Interestingly, this is not a ruling on a statutory requirement for big box retailers to acquire and make use of an AED but a claim that failure to do so is a breach of common law duty of reasonable care owed to business invitees. California state case law contemplates that a business owner owes some duty of aid to a customer who suffers sudden cardiac arrest on the business property but the Court was not willing to expand this to include the acquisition and use of an AED. In fact, the Court declined to address whether that business owner duty required anything at all beyond summoning the authorities. The part of the opinion addressing the bad fit between the argued-for duty and the big box retailers targeted is interesting in and of itself. Presumably, California's statutory requirement that health clubs have such equipment on site is on the other side of this good fit requirement although I do wonder about the data behind that.
Of course, a legislative approach is possible — indeed identified by the California Supreme Court as one potential route to law reform on this issue. Oregon, for example, has taken this statutory approach which targets "places of public assembly" and not only big box retailers, though the latter may be some of the most significant places of public assembly in modern American life.
The opinion also contains a considerable discussion of liability concerns, given that California does include the use of AEDs in its Good Samaritan statute, provided there are trained users and the AED equipment is regularly maintained, among other things, that indicate the mere presence of an AED on site would not be sufficient to garner this protection.
A few articles discussing this case make much of the fact that, at least at the time of Mary Ann Verdugo's death, it was reportedly possible to buy an AED from Target online for a $1200. This tells us only that Target Corporation knows what an AED is and what its retail price may be and not that an AED was even present in the Pico Rivera Target on that day in 2009. Indeed, one was not, Target having presumably completed the kind of cost-benefit analysis the Court declined to preclude.

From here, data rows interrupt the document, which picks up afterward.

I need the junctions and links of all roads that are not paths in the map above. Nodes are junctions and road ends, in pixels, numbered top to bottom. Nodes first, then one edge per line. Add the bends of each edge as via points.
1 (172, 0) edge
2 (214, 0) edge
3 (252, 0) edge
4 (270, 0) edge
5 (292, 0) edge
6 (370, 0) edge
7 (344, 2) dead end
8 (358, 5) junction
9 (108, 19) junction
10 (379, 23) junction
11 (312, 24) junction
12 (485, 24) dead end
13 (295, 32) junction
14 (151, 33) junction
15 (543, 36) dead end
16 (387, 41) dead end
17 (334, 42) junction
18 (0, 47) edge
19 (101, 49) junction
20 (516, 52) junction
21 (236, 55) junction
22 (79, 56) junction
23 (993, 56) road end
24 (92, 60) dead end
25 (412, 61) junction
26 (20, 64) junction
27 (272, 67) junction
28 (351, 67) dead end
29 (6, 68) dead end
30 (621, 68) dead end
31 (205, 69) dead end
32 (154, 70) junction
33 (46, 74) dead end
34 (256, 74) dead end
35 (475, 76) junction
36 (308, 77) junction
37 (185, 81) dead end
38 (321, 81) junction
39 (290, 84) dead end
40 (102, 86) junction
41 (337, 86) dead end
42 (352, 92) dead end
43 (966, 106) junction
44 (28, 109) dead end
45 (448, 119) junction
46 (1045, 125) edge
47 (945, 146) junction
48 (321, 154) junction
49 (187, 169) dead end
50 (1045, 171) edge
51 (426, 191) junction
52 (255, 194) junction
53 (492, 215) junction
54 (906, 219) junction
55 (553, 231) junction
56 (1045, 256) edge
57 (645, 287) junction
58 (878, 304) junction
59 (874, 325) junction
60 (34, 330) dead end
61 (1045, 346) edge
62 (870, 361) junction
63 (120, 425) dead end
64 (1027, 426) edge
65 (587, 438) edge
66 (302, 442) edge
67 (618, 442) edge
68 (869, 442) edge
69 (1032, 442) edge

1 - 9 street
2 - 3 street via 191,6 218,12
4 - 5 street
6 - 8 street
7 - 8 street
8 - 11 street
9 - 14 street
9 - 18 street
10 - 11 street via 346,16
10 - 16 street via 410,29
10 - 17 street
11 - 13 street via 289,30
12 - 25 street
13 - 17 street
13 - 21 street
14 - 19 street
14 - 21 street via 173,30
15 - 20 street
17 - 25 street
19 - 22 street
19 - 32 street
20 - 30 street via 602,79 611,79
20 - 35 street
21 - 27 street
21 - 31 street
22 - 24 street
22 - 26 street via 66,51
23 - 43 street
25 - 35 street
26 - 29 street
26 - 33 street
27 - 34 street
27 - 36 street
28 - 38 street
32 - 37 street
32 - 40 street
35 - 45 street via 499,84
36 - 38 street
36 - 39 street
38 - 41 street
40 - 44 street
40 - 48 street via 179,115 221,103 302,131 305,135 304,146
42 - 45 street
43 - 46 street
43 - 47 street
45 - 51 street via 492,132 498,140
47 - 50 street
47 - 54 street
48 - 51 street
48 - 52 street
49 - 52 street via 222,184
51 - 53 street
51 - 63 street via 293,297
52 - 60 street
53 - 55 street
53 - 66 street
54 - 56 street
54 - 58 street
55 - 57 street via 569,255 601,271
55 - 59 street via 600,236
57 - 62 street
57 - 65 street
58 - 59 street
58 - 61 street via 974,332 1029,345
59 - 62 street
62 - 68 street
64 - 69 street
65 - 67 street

The Verdugo family has suffered a terrible loss but the remarkable opinion would have been if this case had gone the other way. AEDs, interestingly, are still considered too expensive, too unusual, too difficult to operate, and too unpredictable in their performance to be considered standard rescue equipment on the list to be owned and maintained by a business owner. But, then again — if you read the Verdugo case carefully — there may be nothing on that list.